Lead acid batteries? I thought we all used NiMH or Lithium. Silly me. (/sarc)
We need a better battery.

cyclodoc
September 1, 2011 11:33 am

The sad fact is that solar and wind are safe and clean is a myth.
Solar is intermittent, requires water, needs storage or a new transmission grid because they are in ‘new’ locations. The panel production involves toxic waste with little or no mitigation record.
The wind farms are a menace to birds, are intermittent, require mechanical upkeep, require storage and a new transmission grid because they are in ‘new’ locations.
The EPA, green lobby & NIMBYs say ‘no’ to building these systems almost anywhere they are proposed from Cape Cod to Panoche Valley in rural San Benito County, CA.

1DandyTroll
September 1, 2011 11:57 am

It’s a marvel it is, the fallacious logical reasoning of the climate communist hippies. Spend trillions of dollar and trillions of euros and trillions of yuans to maybe save the earth from what could maybe be a potential unproven threat from too much plant food in about 90 years by polluting the earth with the new green products mercury and lead. It’s a rock solid religion that CAGW (pseudo)science.

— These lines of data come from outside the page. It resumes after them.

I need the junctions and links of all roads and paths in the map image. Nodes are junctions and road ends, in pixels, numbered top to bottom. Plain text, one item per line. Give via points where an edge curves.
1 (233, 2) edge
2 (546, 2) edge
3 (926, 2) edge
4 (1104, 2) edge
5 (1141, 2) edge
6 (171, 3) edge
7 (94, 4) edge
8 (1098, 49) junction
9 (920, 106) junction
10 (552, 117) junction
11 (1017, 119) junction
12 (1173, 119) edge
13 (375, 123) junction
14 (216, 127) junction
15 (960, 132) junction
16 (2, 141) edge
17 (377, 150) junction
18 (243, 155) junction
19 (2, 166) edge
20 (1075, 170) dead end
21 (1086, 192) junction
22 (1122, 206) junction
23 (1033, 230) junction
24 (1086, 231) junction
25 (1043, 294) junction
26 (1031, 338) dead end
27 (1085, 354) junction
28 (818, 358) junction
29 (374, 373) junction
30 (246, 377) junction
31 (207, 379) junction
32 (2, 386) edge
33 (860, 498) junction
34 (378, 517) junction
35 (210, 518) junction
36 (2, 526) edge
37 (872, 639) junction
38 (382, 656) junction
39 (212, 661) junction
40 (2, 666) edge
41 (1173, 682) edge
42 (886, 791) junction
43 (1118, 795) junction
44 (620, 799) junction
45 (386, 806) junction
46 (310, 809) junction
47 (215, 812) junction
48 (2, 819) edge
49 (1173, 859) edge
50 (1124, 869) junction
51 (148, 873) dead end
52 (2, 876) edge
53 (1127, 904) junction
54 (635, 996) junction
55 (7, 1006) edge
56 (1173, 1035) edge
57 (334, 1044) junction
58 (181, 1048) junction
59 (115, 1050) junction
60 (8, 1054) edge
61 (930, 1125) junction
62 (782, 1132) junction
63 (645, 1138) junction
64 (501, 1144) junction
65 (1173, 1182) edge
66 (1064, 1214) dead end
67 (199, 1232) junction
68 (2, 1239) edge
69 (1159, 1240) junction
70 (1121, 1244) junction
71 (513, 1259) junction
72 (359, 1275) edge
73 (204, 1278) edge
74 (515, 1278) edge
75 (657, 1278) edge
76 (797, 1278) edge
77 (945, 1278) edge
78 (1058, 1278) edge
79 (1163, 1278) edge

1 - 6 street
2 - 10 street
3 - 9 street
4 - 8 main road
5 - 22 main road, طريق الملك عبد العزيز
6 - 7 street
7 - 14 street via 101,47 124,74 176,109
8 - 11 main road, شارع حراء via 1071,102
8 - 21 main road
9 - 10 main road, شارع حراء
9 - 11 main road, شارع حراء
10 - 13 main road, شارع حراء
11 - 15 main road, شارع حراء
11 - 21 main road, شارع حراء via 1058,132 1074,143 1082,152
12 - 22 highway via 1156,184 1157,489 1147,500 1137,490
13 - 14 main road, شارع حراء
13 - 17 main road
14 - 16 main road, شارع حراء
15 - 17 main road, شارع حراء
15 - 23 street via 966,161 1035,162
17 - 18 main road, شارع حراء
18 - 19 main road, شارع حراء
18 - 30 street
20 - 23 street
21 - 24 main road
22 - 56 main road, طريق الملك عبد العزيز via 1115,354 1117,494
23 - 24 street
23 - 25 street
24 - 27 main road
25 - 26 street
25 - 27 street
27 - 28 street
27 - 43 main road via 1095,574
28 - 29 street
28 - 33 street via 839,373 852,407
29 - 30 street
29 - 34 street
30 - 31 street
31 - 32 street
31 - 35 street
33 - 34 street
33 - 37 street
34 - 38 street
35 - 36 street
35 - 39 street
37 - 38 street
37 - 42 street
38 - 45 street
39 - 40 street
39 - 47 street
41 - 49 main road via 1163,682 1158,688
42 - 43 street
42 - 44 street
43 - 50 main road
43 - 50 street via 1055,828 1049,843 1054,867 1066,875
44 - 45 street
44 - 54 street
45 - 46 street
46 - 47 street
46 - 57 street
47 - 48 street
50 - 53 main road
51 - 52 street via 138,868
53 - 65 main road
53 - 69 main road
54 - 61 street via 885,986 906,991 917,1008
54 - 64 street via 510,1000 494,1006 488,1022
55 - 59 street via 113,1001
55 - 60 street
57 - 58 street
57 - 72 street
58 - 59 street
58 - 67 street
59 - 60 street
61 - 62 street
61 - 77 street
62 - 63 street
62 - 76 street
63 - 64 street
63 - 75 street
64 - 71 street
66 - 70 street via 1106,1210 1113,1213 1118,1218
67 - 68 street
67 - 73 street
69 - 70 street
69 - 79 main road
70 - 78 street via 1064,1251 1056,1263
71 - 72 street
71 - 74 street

September 1, 2011 12:48 pm

May I ask you Anthony, as soon as I saw that solar array it appeared to me to be a solar heating array, i.e. water or fluid filled rather than electrical. I completely agree with the contents of the topic, but could you check out that array as it just does not look like an electrical array and therefore not relevant to the topic. You can delete the comment if I am correct or slay me if I am not!

Brian H
September 1, 2011 9:34 pm

NN;
“politically correct and environmentally correct principals.” Who would they be? Jones, Mann, Hansen? It seems to me to be a very bad principle to rely on PC or EC principals.
😉
(Yes, I know you were being sarc/-astic. )

MikeinAppalachia
September 1, 2011 10:36 pm

If that pic is of the Marstal Solar installation, then, yes, it functions as a district heating soource-not a PV installation.
Still a nice picture of a solar cell array.

D Marshall
September 3, 2011 9:37 am

@cyclodoc Solar can be installed on rooftops in towns and cities, and won’t require new transmission in those cases. Malls, big-box stores, warehouses, factories, etc – all good sites where solar panels can be installed and you can also turn parking areas around them into solar carports, providing both power and shade. While solar may be intermittent, its peak production is well-matched to demand during the summer and for most of the year for the southern states.

pk
September 3, 2011 1:05 pm

have you guys noticed the whole raft of solar cell manufacturers going bankrupt lately?